V. invictae was not detected in any of the S. invicta nest samples (Table 1). A total of 1016 samples (i.e., colonies) were examined from 170 sites located in 21 counties among 5 states. The majority of the sampling sites (91%) and nest samples (83%) were from Florida. While social form (i.e. monogyny or polygyny) was not determined for all sites, polygyny was present at 64% of the 114 sites where it was assessed, with an average of 50.6% (±29.8% SD) of the nests being polygyne at the polygynous sites. Polygyny has been associated with higher incidences of pathogen infections in S. invicta (Valles et al. 2010). While it is conceivable that the roadside habitats that were predominantly sampled may not be conducive to V. invictae infections, another fire ant infecting microsporidium, K. solenopsae, was detected in 14.5% (147/1016) of the samples, which is within the 10–31% prevalence reported for K. solenopsae in surveys in Mississippi, Louisiana, and Texas (Streett et al. 2004; Mitchell et al. 2006, Milks et al. 2008). Thus, our methods, which were similar to procedures used to detect both microsporidia in South America (Valles et al. 2004; Briano et al. 1995), should have been sufficient to detect V. invictae in the Florida survey. Furthermore, all PCR reactions included positive controls to verify the proper function of the test.

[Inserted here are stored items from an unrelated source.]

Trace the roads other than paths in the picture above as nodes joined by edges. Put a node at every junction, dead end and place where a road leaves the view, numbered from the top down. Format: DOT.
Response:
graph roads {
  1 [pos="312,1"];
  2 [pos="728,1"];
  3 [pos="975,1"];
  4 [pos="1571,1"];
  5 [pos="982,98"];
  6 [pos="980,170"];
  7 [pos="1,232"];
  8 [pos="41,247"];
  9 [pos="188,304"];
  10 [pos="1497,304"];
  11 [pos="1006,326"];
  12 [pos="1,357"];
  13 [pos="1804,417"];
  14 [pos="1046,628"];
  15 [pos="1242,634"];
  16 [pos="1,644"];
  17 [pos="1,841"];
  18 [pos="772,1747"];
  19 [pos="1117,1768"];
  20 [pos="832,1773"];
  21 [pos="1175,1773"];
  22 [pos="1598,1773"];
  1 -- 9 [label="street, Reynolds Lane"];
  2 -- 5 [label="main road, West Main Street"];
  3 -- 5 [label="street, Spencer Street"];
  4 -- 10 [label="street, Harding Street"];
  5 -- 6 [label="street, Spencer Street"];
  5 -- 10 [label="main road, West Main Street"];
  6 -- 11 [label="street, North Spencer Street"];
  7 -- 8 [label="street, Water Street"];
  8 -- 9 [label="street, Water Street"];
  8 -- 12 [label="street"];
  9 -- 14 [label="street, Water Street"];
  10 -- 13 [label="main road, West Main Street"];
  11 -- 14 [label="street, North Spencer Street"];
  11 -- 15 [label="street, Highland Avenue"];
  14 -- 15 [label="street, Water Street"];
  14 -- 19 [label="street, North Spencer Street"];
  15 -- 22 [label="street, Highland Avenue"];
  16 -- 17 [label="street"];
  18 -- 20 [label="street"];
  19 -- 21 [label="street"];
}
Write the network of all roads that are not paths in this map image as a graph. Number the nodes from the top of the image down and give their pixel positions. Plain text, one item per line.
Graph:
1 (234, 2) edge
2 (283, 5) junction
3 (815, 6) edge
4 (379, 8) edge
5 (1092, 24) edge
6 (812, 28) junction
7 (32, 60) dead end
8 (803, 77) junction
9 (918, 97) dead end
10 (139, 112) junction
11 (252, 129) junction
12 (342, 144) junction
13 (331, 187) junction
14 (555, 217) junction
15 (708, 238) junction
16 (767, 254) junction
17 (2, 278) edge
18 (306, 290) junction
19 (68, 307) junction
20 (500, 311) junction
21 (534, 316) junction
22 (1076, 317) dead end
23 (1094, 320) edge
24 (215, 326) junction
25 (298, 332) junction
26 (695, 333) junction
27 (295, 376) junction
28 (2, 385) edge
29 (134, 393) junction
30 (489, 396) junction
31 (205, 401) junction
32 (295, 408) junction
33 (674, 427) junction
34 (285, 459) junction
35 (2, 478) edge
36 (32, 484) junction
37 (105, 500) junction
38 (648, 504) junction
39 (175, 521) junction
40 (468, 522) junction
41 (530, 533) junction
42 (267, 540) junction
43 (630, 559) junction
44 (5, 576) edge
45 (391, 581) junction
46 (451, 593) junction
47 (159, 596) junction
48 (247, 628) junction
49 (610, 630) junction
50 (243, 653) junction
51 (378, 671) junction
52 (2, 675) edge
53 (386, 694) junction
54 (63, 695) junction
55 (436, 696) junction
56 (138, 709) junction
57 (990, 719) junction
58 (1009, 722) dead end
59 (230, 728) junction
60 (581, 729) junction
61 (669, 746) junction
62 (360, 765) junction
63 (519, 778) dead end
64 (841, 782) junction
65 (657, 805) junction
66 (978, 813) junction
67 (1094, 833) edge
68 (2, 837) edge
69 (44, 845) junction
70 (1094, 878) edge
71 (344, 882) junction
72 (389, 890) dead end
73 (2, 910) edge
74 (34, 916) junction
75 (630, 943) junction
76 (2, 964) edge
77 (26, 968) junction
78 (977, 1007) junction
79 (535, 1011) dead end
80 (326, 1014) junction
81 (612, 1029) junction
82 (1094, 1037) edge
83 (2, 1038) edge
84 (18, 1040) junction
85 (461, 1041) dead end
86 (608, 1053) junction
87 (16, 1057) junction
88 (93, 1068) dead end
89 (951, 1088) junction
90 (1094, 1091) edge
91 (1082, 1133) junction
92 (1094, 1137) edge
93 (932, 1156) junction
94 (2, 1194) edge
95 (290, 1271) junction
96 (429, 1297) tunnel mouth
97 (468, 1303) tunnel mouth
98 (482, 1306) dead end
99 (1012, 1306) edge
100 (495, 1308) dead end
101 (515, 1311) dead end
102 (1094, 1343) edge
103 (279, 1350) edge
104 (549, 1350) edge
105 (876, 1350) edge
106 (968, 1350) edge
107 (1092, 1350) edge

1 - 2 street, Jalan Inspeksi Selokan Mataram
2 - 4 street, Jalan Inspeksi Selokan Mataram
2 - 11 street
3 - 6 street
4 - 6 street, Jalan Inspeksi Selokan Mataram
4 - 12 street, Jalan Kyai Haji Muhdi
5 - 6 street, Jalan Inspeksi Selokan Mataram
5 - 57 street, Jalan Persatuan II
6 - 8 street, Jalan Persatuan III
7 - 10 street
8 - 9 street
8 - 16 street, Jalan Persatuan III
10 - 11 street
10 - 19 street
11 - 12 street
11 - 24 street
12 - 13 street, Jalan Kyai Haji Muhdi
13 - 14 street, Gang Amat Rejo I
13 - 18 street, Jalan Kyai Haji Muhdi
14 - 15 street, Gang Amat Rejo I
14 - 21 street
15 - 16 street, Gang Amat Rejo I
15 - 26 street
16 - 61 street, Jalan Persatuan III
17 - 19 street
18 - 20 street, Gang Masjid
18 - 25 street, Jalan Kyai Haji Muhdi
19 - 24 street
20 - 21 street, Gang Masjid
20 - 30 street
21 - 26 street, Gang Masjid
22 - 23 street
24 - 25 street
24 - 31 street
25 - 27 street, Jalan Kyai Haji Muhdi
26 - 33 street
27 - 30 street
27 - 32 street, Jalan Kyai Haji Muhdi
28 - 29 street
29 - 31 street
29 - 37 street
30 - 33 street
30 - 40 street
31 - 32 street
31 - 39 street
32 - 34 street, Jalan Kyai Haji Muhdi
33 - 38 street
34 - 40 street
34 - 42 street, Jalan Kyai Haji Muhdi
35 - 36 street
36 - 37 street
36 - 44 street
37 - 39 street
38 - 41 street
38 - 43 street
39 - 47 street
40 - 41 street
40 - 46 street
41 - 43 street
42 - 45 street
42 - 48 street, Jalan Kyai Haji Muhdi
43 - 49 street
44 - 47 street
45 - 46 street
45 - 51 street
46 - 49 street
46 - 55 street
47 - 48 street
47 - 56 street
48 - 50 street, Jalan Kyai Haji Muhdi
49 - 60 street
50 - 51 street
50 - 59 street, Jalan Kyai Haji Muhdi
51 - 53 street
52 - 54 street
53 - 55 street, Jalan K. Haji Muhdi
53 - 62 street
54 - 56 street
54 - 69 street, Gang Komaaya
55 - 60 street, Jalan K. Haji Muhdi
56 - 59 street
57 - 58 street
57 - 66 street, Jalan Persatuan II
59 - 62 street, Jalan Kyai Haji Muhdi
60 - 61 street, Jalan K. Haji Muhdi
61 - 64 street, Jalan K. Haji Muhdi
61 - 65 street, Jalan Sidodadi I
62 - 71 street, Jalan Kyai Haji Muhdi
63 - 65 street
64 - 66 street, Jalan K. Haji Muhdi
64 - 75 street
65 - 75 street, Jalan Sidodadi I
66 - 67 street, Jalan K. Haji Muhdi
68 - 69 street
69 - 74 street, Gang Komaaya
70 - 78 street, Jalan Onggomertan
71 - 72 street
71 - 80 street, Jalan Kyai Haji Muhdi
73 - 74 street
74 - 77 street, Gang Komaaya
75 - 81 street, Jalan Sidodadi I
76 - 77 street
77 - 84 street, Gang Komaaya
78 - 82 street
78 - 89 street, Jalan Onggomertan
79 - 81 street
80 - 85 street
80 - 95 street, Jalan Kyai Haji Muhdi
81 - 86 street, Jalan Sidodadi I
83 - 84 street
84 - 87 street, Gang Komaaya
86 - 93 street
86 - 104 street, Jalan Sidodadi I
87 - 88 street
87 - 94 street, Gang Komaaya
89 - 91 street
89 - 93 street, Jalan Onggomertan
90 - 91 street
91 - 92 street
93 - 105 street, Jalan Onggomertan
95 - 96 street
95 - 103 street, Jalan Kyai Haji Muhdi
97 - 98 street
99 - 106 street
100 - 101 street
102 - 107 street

In our search for V. invictae, there is no evidence of this microsporidium being established in S. invicta populations in the U.S. As a result, importation and establishment of V. invictae in U.S. populations of S. invicta remains an important research goal that would add another natural enemy of this invasive ant (Porter 1998).
TABLE 1.
NUMBER OF SOLENOPSIS INVICTA SITES AND NEST SAMPLES PER COUNTY WITH VARIMORPHA INVICTAE AND/OR KNEALLHAZIA SOLENOPSAE.
SUMMARY
Surveys were conducted to search specifically for the microsporidian pathogen Vairimorpha invictae in red imported fire ants (Solenopsis invicta), in the U.S. V. invictae was not detected in any of the 1,016 nest samples collected in 21 counties located in 5 states. A majority of samples (83%) originated from Florida. Despite the absence of V. invictae, another microsporidum, K. solenopsae, was detected in 14.5% of the samples. Based on our sampling, V. invictae is currently not established in the U.S. V. invictae represents an additional natural enemy that could be imported from South America for the classical biological control of S. invicta.